• [Material for the task]
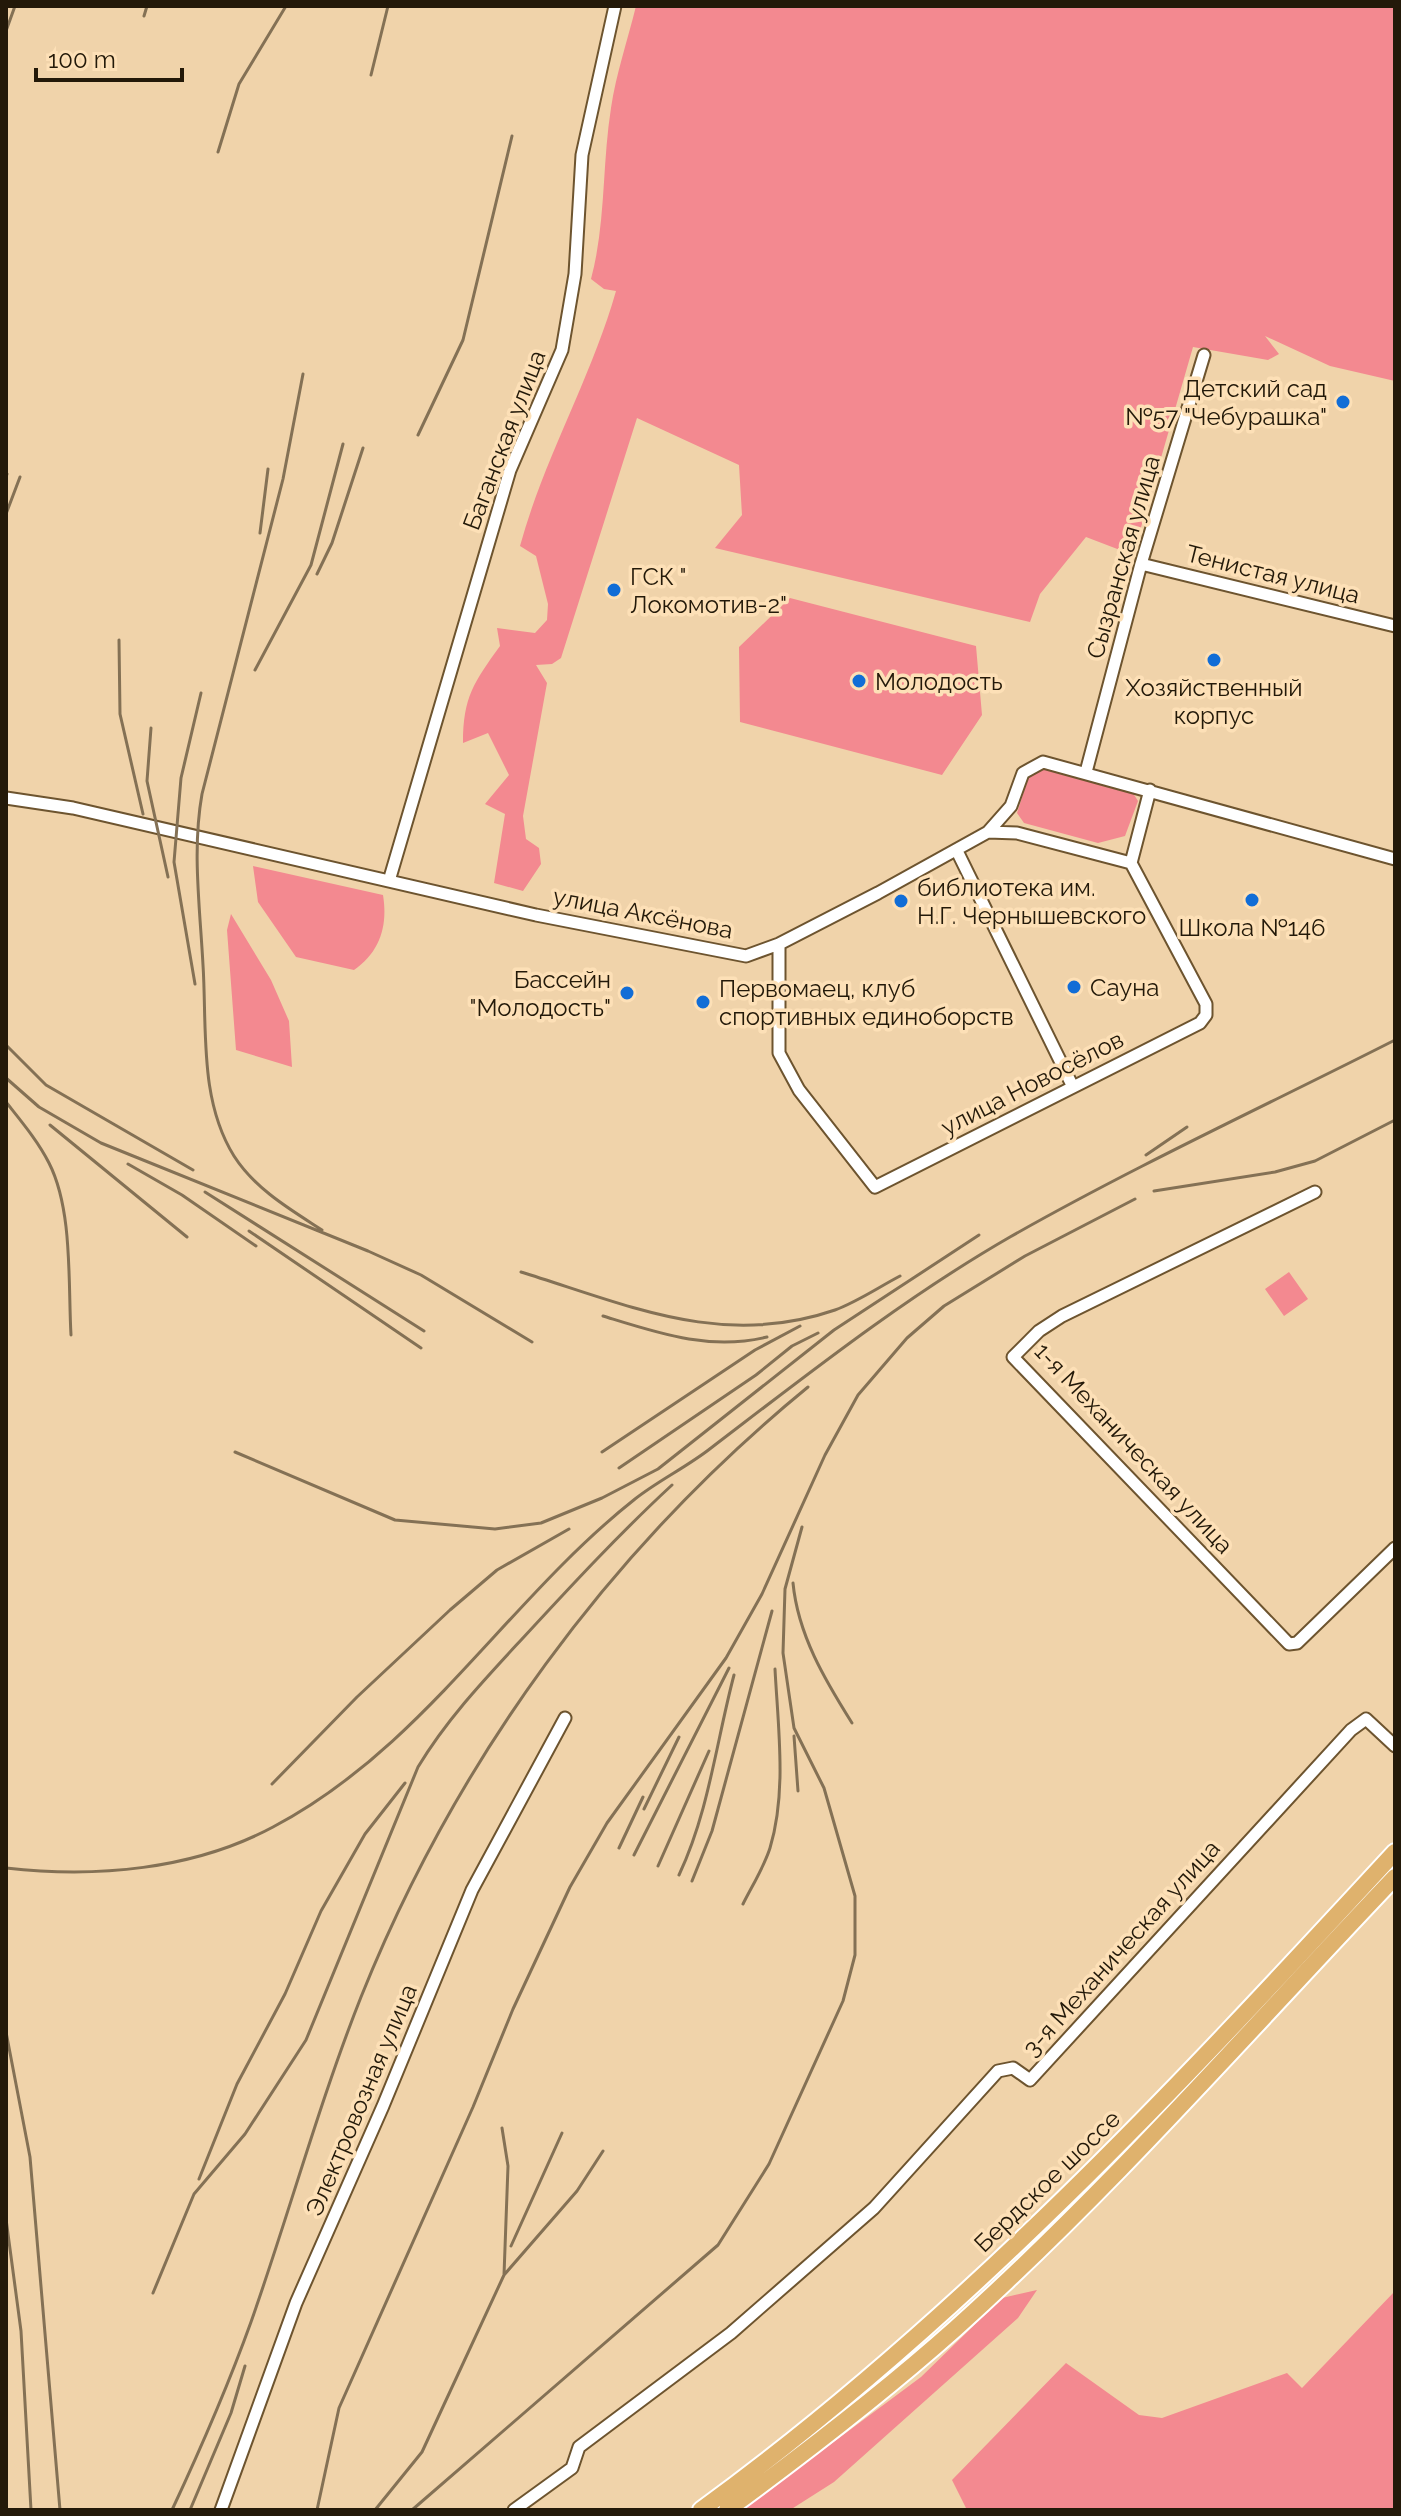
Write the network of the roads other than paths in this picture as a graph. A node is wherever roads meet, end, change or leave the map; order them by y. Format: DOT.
graph roads {
  1 [pos="615,6"];
  2 [pos="1204,355"];
  3 [pos="1141,564"];
  4 [pos="1395,626"];
  5 [pos="1086,772"];
  6 [pos="1150,790"];
  7 [pos="6,798"];
  8 [pos="988,832"];
  9 [pos="957,851"];
  10 [pos="1395,859"];
  11 [pos="1131,863"];
  12 [pos="389,881"];
  13 [pos="779,944"];
  14 [pos="1073,1087"];
  15 [pos="1315,1192"];
  16 [pos="1395,1548"];
  17 [pos="565,1718"];
  18 [pos="1395,1746"];
  19 [pos="1395,1852"];
  20 [pos="1395,1877"];
  21 [pos="221,2510"];
  22 [pos="514,2510"];
  23 [pos="701,2510"];
  24 [pos="727,2510"];
  1 -- 12 [label="street, Баганская улица"];
  2 -- 3 [label="street, Сызранская улица"];
  3 -- 4 [label="street, Тенистая улица"];
  3 -- 5 [label="street, Сызранская улица"];
  5 -- 6 [label="street, улица Аксёнова"];
  5 -- 8 [label="street, улица Аксёнова"];
  6 -- 10 [label="street, улица Аксёнова"];
  6 -- 11 [label="street"];
  7 -- 12 [label="street, улица Аксёнова"];
  8 -- 9 [label="street, улица Аксёнова"];
  8 -- 11 [label="street"];
  9 -- 13 [label="street, улица Аксёнова"];
  9 -- 14 [label="street"];
  11 -- 14 [label="street, улица Новосёлов"];
  12 -- 13 [label="street, улица Аксёнова"];
  13 -- 14 [label="street, улица Новосёлов"];
  15 -- 16 [label="street, 1-я Механическая улица"];
  17 -- 21 [label="street, Электровозная улица"];
  18 -- 22 [label="street, 3-я Механическая улица"];
  19 -- 23 [label="highway, Бердское шоссе"];
  20 -- 24 [label="highway, Бердское шоссе"];
}
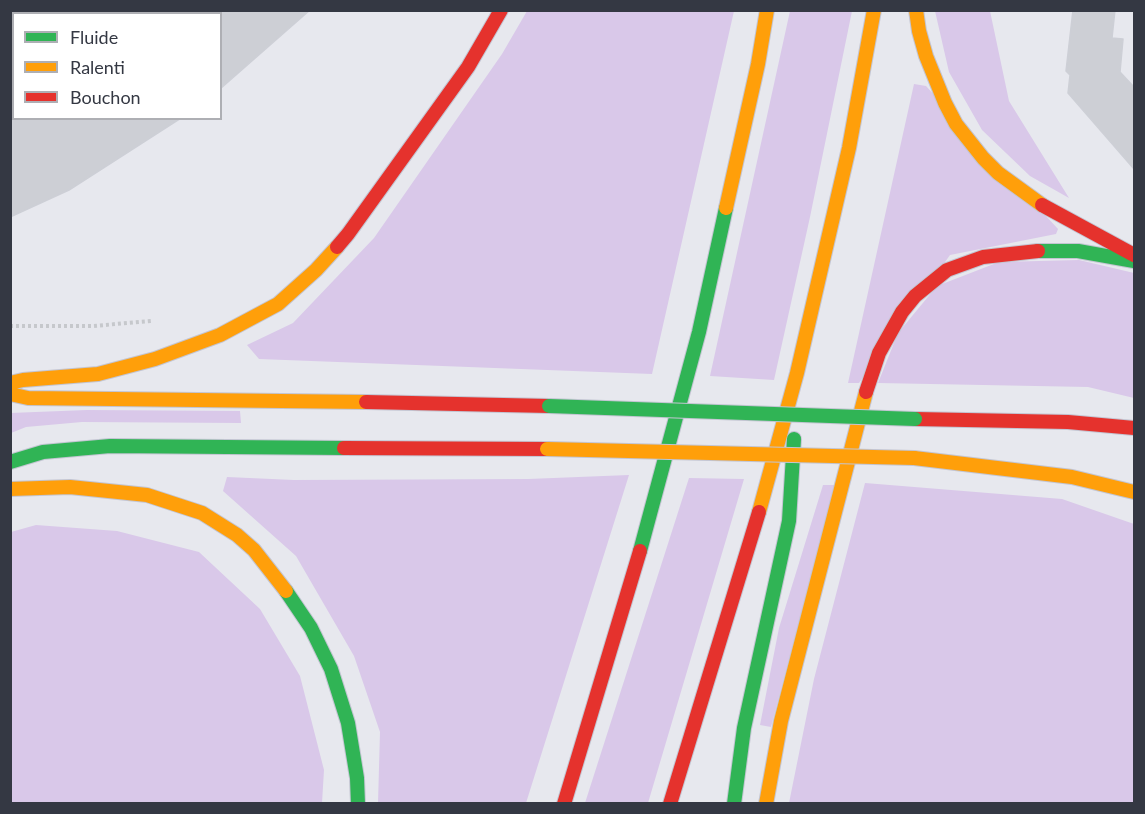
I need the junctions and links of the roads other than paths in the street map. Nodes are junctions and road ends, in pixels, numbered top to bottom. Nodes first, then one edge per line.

• [Task statement] Pictures aside, reproduce the listing above exactly.

• [Answer to this task]
Write the network of the roads other than paths in this picture as a graph. A node is wherever roads meet, end, change or leave the map; order them by y. Format: DOT.
graph roads {
  1 [pos="615,6"];
  2 [pos="1204,355"];
  3 [pos="1141,564"];
  4 [pos="1395,626"];
  5 [pos="1086,772"];
  6 [pos="1150,790"];
  7 [pos="6,798"];
  8 [pos="988,832"];
  9 [pos="957,851"];
  10 [pos="1395,859"];
  11 [pos="1131,863"];
  12 [pos="389,881"];
  13 [pos="779,944"];
  14 [pos="1073,1087"];
  15 [pos="1315,1192"];
  16 [pos="1395,1548"];
  17 [pos="565,1718"];
  18 [pos="1395,1746"];
  19 [pos="1395,1852"];
  20 [pos="1395,1877"];
  21 [pos="221,2510"];
  22 [pos="514,2510"];
  23 [pos="701,2510"];
  24 [pos="727,2510"];
  1 -- 12 [label="street, Баганская улица"];
  2 -- 3 [label="street, Сызранская улица"];
  3 -- 4 [label="street, Тенистая улица"];
  3 -- 5 [label="street, Сызранская улица"];
  5 -- 6 [label="street, улица Аксёнова"];
  5 -- 8 [label="street, улица Аксёнова"];
  6 -- 10 [label="street, улица Аксёнова"];
  6 -- 11 [label="street"];
  7 -- 12 [label="street, улица Аксёнова"];
  8 -- 9 [label="street, улица Аксёнова"];
  8 -- 11 [label="street"];
  9 -- 13 [label="street, улица Аксёнова"];
  9 -- 14 [label="street"];
  11 -- 14 [label="street, улица Новосёлов"];
  12 -- 13 [label="street, улица Аксёнова"];
  13 -- 14 [label="street, улица Новосёлов"];
  15 -- 16 [label="street, 1-я Механическая улица"];
  17 -- 21 [label="street, Электровозная улица"];
  18 -- 22 [label="street, 3-я Механическая улица"];
  19 -- 23 [label="highway, Бердское шоссе"];
  20 -- 24 [label="highway, Бердское шоссе"];
}
I need the junctions and links of the roads other than paths in the street map. Nodes are junctions and road ends, in pixels, numbered top to bottom. Nodes first, then one edge per line.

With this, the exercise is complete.